[DATA FOR PROCESSING Boundary: Start]

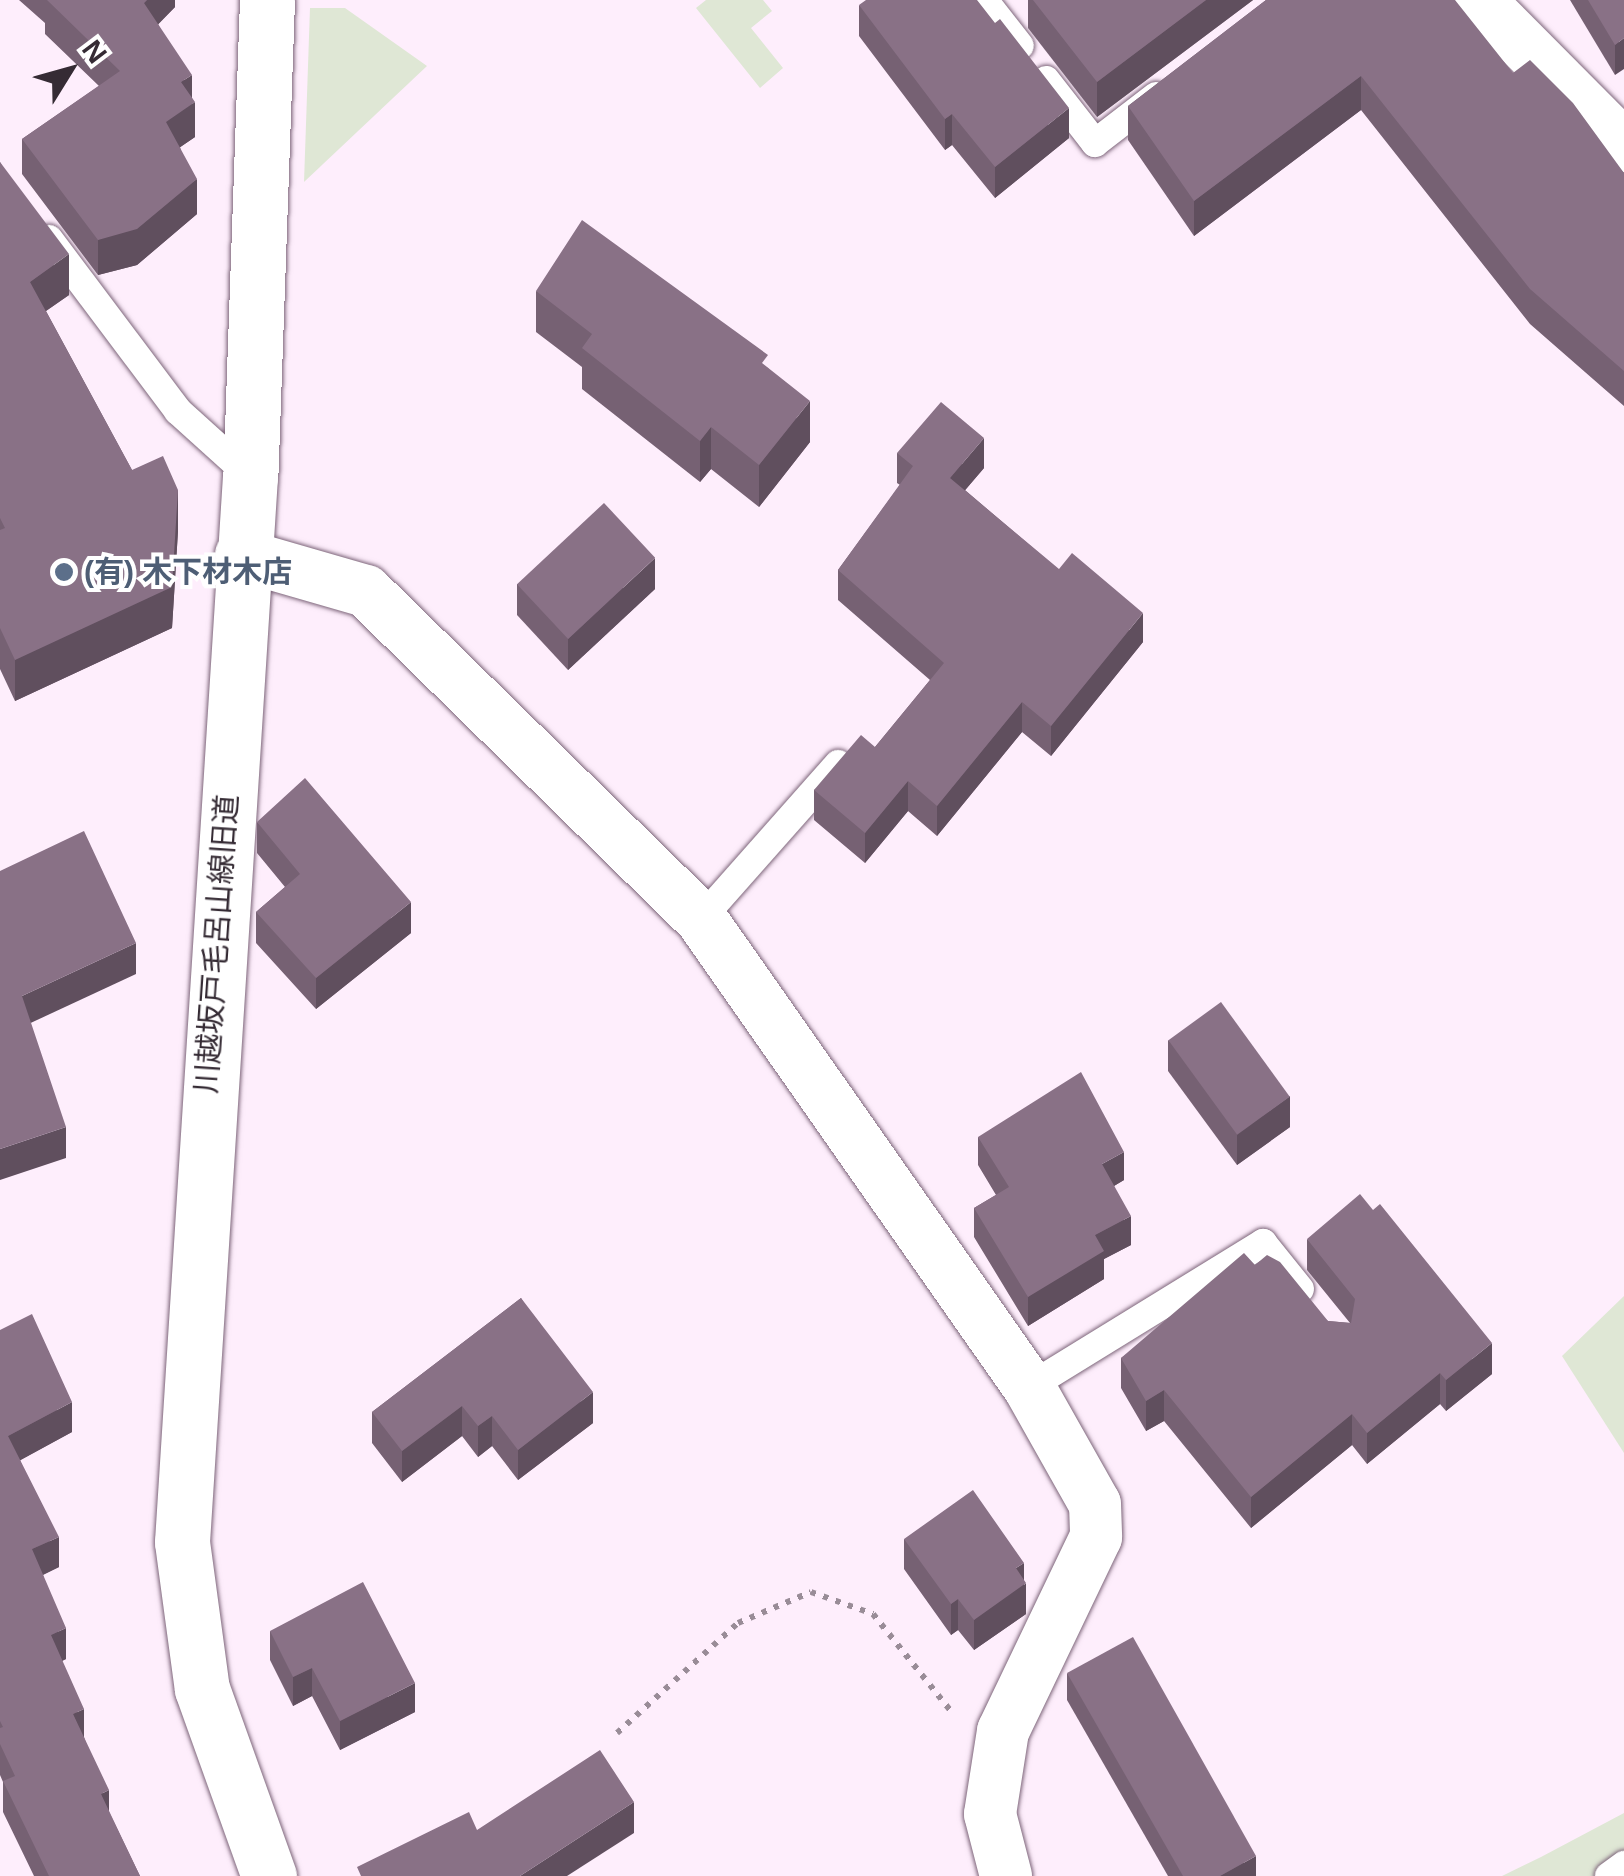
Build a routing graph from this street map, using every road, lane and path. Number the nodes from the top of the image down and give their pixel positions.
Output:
1 (268, 0) edge
2 (984, 0) edge
3 (1479, 0) edge
4 (1188, 72) edge
5 (1624, 146) edge
6 (36, 221) edge
7 (250, 476) junction
8 (241, 555) junction
9 (846, 756) edge
10 (701, 919) junction
11 (1319, 1312) edge
12 (1029, 1387) junction
13 (617, 1733) dead end
14 (994, 1766) junction
15 (1624, 1866) edge
16 (269, 1876) edge
17 (1006, 1876) edge
18 (1608, 1876) edge

1 - 7 street, 川越坂戸毛呂山線旧道
2 - 4 lane
3 - 5 street
6 - 7 lane
7 - 8 street, 川越坂戸毛呂山線旧道
8 - 10 street
8 - 16 street, 川越坂戸毛呂山線旧道
9 - 10 lane
10 - 12 street
11 - 12 lane
12 - 14 street
13 - 14 path
14 - 17 street
15 - 18 lane

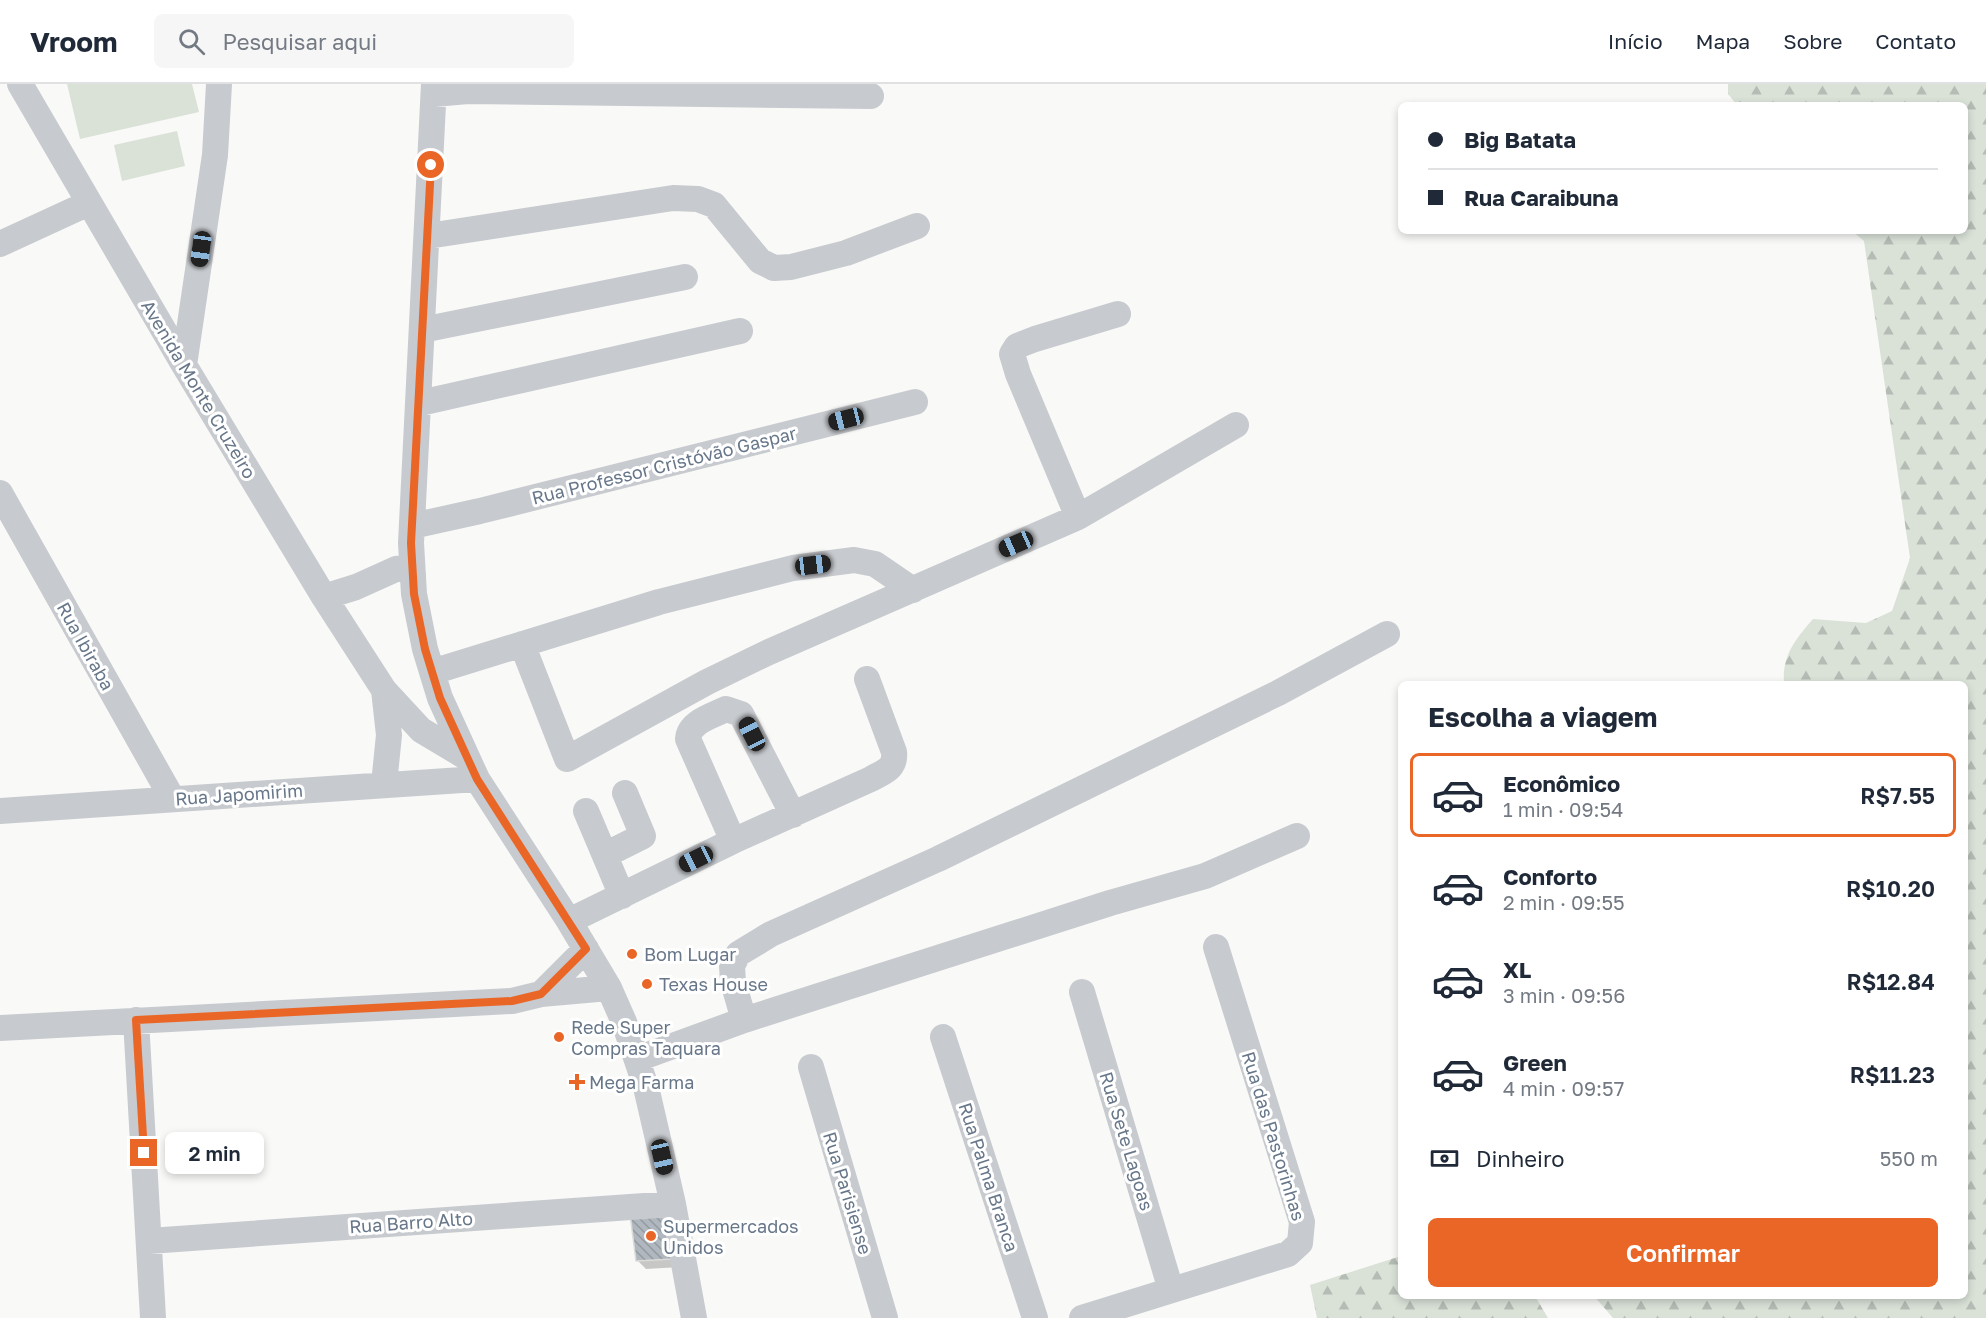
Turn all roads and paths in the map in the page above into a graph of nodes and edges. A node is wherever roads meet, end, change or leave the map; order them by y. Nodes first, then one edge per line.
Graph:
1 (20, 84) edge
2 (219, 84) edge
3 (434, 89) edge
4 (871, 96) dead end
5 (89, 203) junction
6 (917, 226) dead end
7 (428, 236) junction
8 (0, 244) edge
9 (685, 277) dead end
10 (1118, 314) dead end
11 (422, 330) junction
12 (740, 331) dead end
13 (184, 365) junction
14 (915, 402) dead end
15 (420, 403) junction
16 (1236, 425) dead end
17 (0, 493) edge
18 (1078, 517) junction
19 (412, 535) junction
20 (405, 572) junction
21 (913, 590) junction
22 (324, 597) junction
23 (1388, 634) dead end
24 (522, 644) junction
25 (432, 672) junction
26 (867, 679) dead end
27 (384, 690) junction
28 (472, 768) junction
29 (384, 784) junction
30 (625, 793) dead end
31 (172, 798) junction
32 (0, 811) edge
33 (586, 811) dead end
34 (793, 815) junction
35 (1297, 836) dead end
36 (733, 841) junction
37 (604, 855) junction
38 (622, 896) junction
39 (569, 921) junction
40 (1216, 947) dead end
41 (586, 949) junction
42 (609, 988) junction
43 (1082, 993) dead end
44 (541, 994) junction
45 (136, 1020) junction
46 (744, 1020) junction
47 (0, 1028) edge
48 (944, 1037) dead end
49 (637, 1059) junction
50 (810, 1067) dead end
51 (673, 1204) junction
52 (149, 1241) junction
53 (1171, 1290) junction
54 (153, 1318) edge
55 (694, 1318) edge
56 (885, 1318) edge
57 (1035, 1318) edge
58 (1082, 1318) edge

1 - 5 street, Avenida Monte Cruzeiro
2 - 13 street
3 - 4 street
3 - 7 street
5 - 8 street
5 - 13 street, Avenida Monte Cruzeiro
6 - 7 street
7 - 11 street
9 - 11 street
10 - 18 street
11 - 15 street
12 - 15 street
13 - 22 street, Avenida Monte Cruzeiro
14 - 19 street, Rua Professor Cristóvão Gaspar
15 - 19 street
16 - 18 street
17 - 31 street, Rua Ibiraba
18 - 21 street
19 - 20 street
20 - 22 street
20 - 25 street
21 - 24 street
21 - 24 street
22 - 27 street, Avenida Monte Cruzeiro
23 - 46 street
24 - 25 street
25 - 28 street
26 - 34 street
27 - 28 street, Avenida Monte Cruzeiro
27 - 29 street, Avenida Monte Cruzeiro
28 - 29 street, Rua Japomirim
28 - 39 street
29 - 31 street, Rua Japomirim
30 - 37 street
31 - 32 street, Rua Japomirim
33 - 37 street
34 - 36 street
34 - 36 street
35 - 46 street
36 - 38 street
37 - 38 street
38 - 39 street
39 - 41 street
40 - 53 street, Rua das Pastorinhas
41 - 42 street
41 - 44 street
42 - 44 street
42 - 49 street
43 - 53 street, Rua Sete Lagoas
44 - 45 street
45 - 47 street
45 - 52 street
46 - 49 street
48 - 57 street, Rua Palma Branca
49 - 51 street
50 - 56 street, Rua Parisiense
51 - 52 street, Rua Barro Alto
51 - 55 street
52 - 54 street
53 - 58 street, Rua das Pastorinhas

[DATA FOR PROCESSING Boundary: End]

● **WHAT YOU HAVE TO DO**
With all pictures removed, reproduce the lines from the top of the entries above through the line containing "Turn all roads", exactly as written.

● **SOLUTION TO THIS PROBLEM**
Build a routing graph from this street map, using every road, lane and path. Number the nodes from the top of the image down and give their pixel positions.
Output:
1 (268, 0) edge
2 (984, 0) edge
3 (1479, 0) edge
4 (1188, 72) edge
5 (1624, 146) edge
6 (36, 221) edge
7 (250, 476) junction
8 (241, 555) junction
9 (846, 756) edge
10 (701, 919) junction
11 (1319, 1312) edge
12 (1029, 1387) junction
13 (617, 1733) dead end
14 (994, 1766) junction
15 (1624, 1866) edge
16 (269, 1876) edge
17 (1006, 1876) edge
18 (1608, 1876) edge

1 - 7 street, 川越坂戸毛呂山線旧道
2 - 4 lane
3 - 5 street
6 - 7 lane
7 - 8 street, 川越坂戸毛呂山線旧道
8 - 10 street
8 - 16 street, 川越坂戸毛呂山線旧道
9 - 10 lane
10 - 12 street
11 - 12 lane
12 - 14 street
13 - 14 path
14 - 17 street
15 - 18 lane

Turn all roads and paths in the map in the page above into a graph of nodes and edges. A node is wherever roads meet, end, change or leave the map; order them by y. Nodes first, then one edge per line.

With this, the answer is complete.